*** Opening Extracted data ***

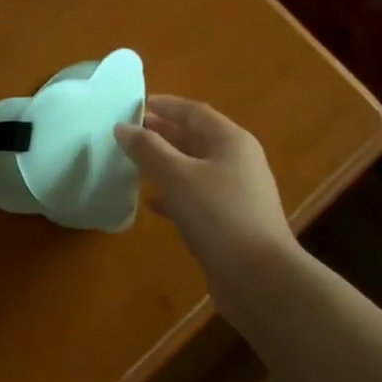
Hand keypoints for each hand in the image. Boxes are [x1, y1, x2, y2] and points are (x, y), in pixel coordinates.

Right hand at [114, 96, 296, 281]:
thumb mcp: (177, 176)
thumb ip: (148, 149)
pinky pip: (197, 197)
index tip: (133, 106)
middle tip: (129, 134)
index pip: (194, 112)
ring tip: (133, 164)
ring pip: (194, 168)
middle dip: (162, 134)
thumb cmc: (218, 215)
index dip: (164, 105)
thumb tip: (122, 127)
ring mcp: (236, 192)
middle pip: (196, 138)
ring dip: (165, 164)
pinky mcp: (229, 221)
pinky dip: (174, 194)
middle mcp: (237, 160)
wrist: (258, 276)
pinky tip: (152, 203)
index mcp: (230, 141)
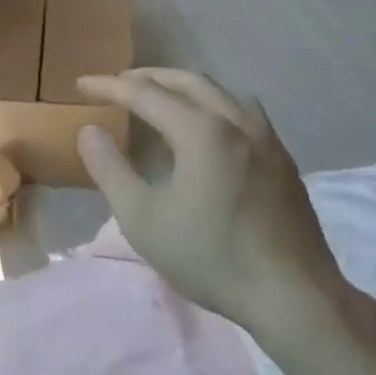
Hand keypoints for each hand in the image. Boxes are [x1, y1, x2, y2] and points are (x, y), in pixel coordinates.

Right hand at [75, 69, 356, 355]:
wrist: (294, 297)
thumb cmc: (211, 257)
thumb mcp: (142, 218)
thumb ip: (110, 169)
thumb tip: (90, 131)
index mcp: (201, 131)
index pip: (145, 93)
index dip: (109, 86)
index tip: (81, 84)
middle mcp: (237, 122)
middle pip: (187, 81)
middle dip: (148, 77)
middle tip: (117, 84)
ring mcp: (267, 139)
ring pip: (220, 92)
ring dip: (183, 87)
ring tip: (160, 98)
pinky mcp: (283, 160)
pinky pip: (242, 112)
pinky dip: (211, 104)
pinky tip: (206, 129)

*** Closing Extracted data ***
*** Opening Extracted data ***

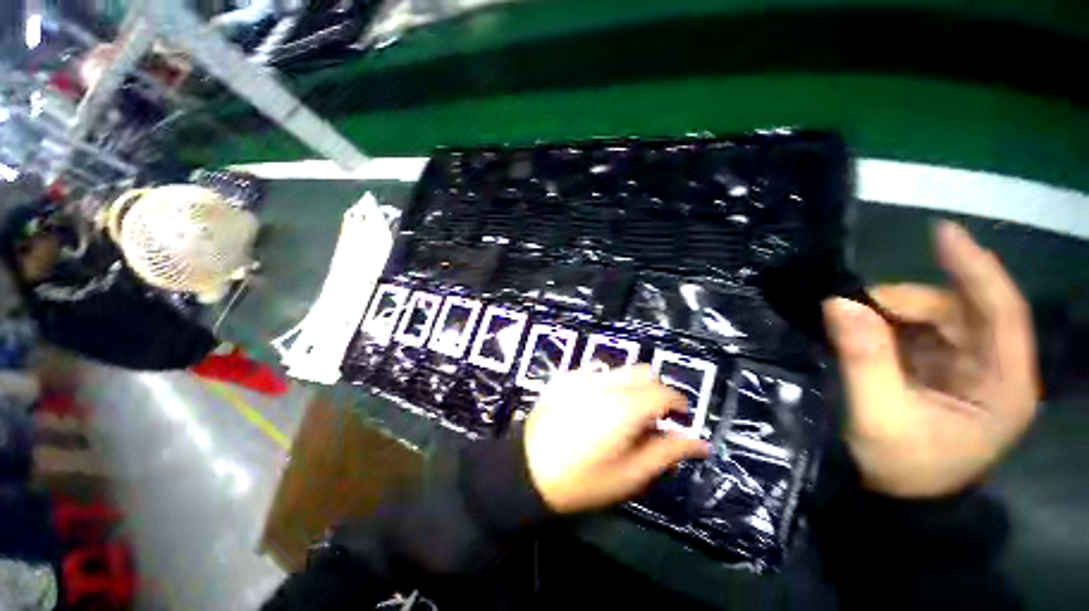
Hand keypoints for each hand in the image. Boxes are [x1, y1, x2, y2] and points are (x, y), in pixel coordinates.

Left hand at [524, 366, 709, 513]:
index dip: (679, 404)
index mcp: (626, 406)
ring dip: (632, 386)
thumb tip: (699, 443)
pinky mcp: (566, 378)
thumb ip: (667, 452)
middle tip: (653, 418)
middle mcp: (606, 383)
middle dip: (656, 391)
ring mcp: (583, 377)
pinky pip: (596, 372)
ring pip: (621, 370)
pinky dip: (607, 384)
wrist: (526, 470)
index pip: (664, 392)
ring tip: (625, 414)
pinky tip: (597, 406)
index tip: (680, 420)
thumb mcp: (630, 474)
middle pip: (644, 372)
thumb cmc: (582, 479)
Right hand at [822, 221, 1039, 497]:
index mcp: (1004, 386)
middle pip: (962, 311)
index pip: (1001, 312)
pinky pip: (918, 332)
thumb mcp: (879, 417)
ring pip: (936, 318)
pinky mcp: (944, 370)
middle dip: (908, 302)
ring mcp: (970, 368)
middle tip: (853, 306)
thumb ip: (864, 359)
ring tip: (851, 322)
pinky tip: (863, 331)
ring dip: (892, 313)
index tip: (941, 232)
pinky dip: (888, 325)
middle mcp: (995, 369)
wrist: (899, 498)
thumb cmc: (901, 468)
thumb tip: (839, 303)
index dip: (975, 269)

*** Closing Extracted data ***

■ What to do: Using the data above, repeat exactly the lines that begin at the line with "pinky tip: (863, 331)" and end at the line with "index dip: (975, 269)", both ends included.

■ Task output:
pinky tip: (863, 331)
ring dip: (892, 313)
index tip: (941, 232)
pinky dip: (888, 325)
middle mcp: (995, 369)
wrist: (899, 498)
thumb cmc: (901, 468)
thumb tip: (839, 303)
index dip: (975, 269)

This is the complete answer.